Not only touched by these social attachments, I was also impressed by Veronica’s growing mastery of Afghan music – whether drumming rhythms on the daireh, a jingly frame drum, or actually singing traditional Afghan songs, even performing professionally at wedding parties. This of course was unheard of for a Western woman, albeit incognito. How I regret not seeing her perform in London in recent years – I just didn’t know about her concerts, but there’s still time.
Yet how delighted I was to mentally walk with her along the shady alleyways of Herat, follow her music groups or friends, and to be spirited through the cloistered world of Afghanistan’s women, of which I had no experience. For me they had been invisible – enigmatic figures in long, pale blue silky ‘tents’, with only a grid to see through. Veronica’s comments on the psychological effect of donning the burqa are revealing, and she soon picked up cunning hijab techniques to ward off men’s provocative glances.

Photos of Herat in August 1976
Unfortunately my notebook of the time has vanished, as have my black and white photos (I still hope to unearth them in the chaos of my study), but her descriptions inspired me to look again at a large folder of photos taken by one of my travel companions, Alberto Salvagno.

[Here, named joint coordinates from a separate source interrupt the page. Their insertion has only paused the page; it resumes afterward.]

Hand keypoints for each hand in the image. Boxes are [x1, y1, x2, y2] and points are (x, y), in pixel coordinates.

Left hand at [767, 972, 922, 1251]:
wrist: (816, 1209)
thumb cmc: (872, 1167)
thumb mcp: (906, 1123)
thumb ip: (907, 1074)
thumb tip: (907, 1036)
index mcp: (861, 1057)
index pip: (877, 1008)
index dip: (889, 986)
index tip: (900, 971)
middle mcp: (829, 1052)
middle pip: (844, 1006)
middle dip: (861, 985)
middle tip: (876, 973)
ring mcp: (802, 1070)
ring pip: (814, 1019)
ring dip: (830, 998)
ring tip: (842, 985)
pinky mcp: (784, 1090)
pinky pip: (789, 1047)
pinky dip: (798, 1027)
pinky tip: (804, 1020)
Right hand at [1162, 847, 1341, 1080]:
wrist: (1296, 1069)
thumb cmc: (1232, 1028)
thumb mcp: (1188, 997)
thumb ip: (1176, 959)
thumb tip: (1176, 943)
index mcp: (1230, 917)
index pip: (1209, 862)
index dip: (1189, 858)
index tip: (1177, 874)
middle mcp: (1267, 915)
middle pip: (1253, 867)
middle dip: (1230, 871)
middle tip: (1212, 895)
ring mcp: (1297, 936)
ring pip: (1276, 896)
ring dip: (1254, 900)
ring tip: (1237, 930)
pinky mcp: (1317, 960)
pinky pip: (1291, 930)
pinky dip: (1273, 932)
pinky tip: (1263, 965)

The colour photos here are all his.
I clearly remember that Herat seemed like paradise after the strict Shiite world of Iran where fierce old ghouls shrouded in black tapped your elbow if a centimetre of flesh showed. In contrast Herat felt welcoming, boosted by monumental sights such as the ruined citadel or the Friday Mosque, the kaleidoscopic colours of the bazaar, aesthetic arrangements of fruit-stalls and above all the ease of the Afghans. Unfortunately there was also plenty of child labour, visible here.

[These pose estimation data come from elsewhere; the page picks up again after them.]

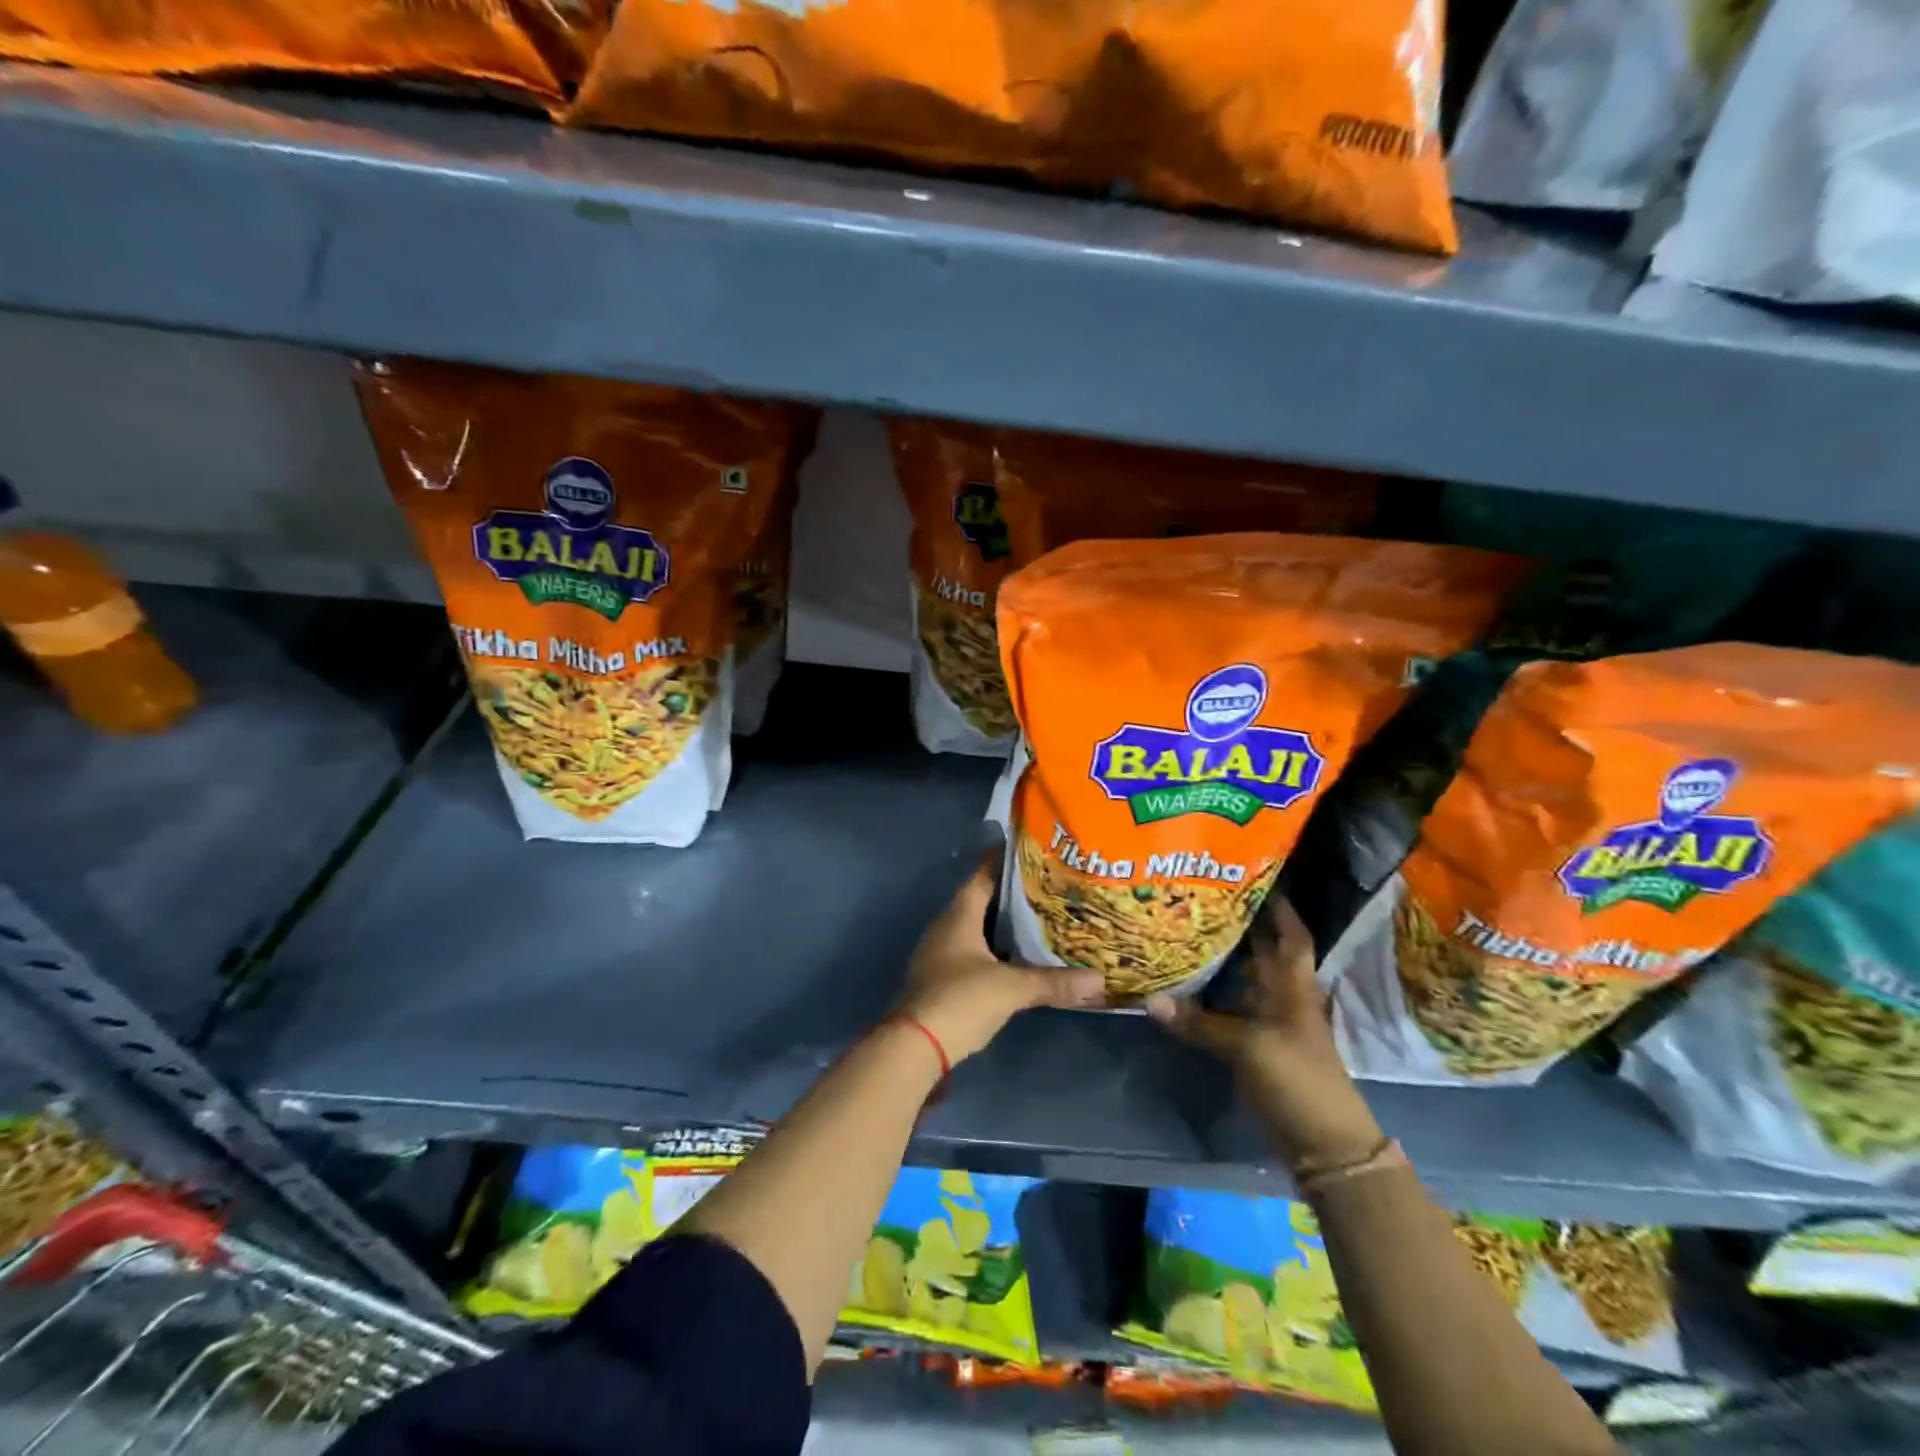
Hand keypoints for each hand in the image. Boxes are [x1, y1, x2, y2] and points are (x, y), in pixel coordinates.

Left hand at [897, 853, 1103, 1065]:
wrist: (914, 1047)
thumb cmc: (959, 1000)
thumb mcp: (1010, 989)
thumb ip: (1052, 982)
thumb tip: (1099, 979)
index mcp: (958, 916)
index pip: (983, 875)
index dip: (1004, 861)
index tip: (1030, 850)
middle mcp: (947, 927)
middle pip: (981, 900)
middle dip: (1011, 895)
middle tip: (1047, 887)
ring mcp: (941, 954)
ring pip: (977, 929)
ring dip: (1003, 924)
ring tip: (1040, 919)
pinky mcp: (943, 979)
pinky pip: (973, 952)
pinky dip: (995, 950)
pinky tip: (1018, 958)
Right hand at [1146, 896, 1381, 1171]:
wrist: (1324, 1144)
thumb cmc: (1297, 1079)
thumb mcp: (1248, 1047)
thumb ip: (1200, 1024)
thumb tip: (1150, 1000)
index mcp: (1294, 990)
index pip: (1292, 939)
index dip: (1281, 911)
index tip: (1259, 881)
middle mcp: (1284, 1000)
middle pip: (1263, 957)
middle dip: (1240, 930)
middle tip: (1202, 903)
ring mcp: (1272, 1027)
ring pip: (1244, 985)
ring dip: (1222, 965)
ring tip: (1186, 936)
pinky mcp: (1259, 1051)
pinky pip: (1232, 1014)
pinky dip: (1211, 1002)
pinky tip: (1186, 989)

Alberto’s images revived the visual excitement of the night bazaar, the sizzling kebabs, mountains of fresh produce, barbers’ shops, pony carts, tea-rooms, tailors and the carpet shops. How many times have I seen these activities since then on my travels through the Islamic world?

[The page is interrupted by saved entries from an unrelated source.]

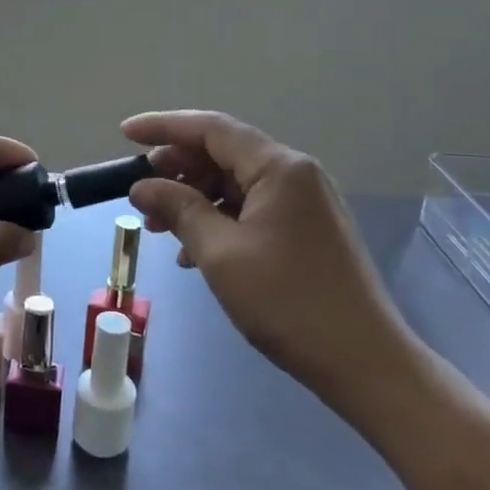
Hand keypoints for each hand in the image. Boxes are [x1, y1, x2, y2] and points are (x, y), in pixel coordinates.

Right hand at [121, 111, 421, 415]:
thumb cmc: (287, 302)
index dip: (164, 127)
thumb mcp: (219, 254)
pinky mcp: (307, 230)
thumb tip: (142, 185)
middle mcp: (296, 174)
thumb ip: (178, 209)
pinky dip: (218, 220)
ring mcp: (305, 203)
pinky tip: (193, 252)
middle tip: (139, 194)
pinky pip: (252, 209)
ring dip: (194, 199)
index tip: (125, 133)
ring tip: (158, 227)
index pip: (211, 129)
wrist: (364, 362)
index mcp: (279, 168)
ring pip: (236, 184)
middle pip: (224, 153)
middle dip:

Yet they have never rivalled the impact of Herat. Even more striking is that in his many photos not one woman features, burqa or not – proof that Veronica had miraculously tapped into a separate society thanks to speaking fluent Dari and her commitment to music. And of course being an empathetic woman.
Paths not crossed
As I read I soon realised that my stay in Herat had been just a few weeks before Veronica and John returned there, in September 1976 (they had already spent a year in 1974-5), overland, as I had done with my three friends from Italy where I lived at the time. Long dusty roads through Greece, Yugoslavia, Turkey and Iran were filled with risky incidents, strange encounters and spectacular landscapes (read a bit more here), before we crossed the border into Herat.
After a few days, our little group motored onwards to Kandahar, Kabul and up into the Hindu Kush, a far more superficial experience than Veronica’s dedicated focus on Herat, her women friends and music.
And then came the last coincidence which I discovered at the very end of the book: it turned out that my former boyfriend, Oliver, had visited his sister shortly after my passage through, and contributed to the book a fetching photo of her with Shirin (below). Past worlds within worlds – and just a shame we could not all have met up for a glass of tea and a performance in Herat.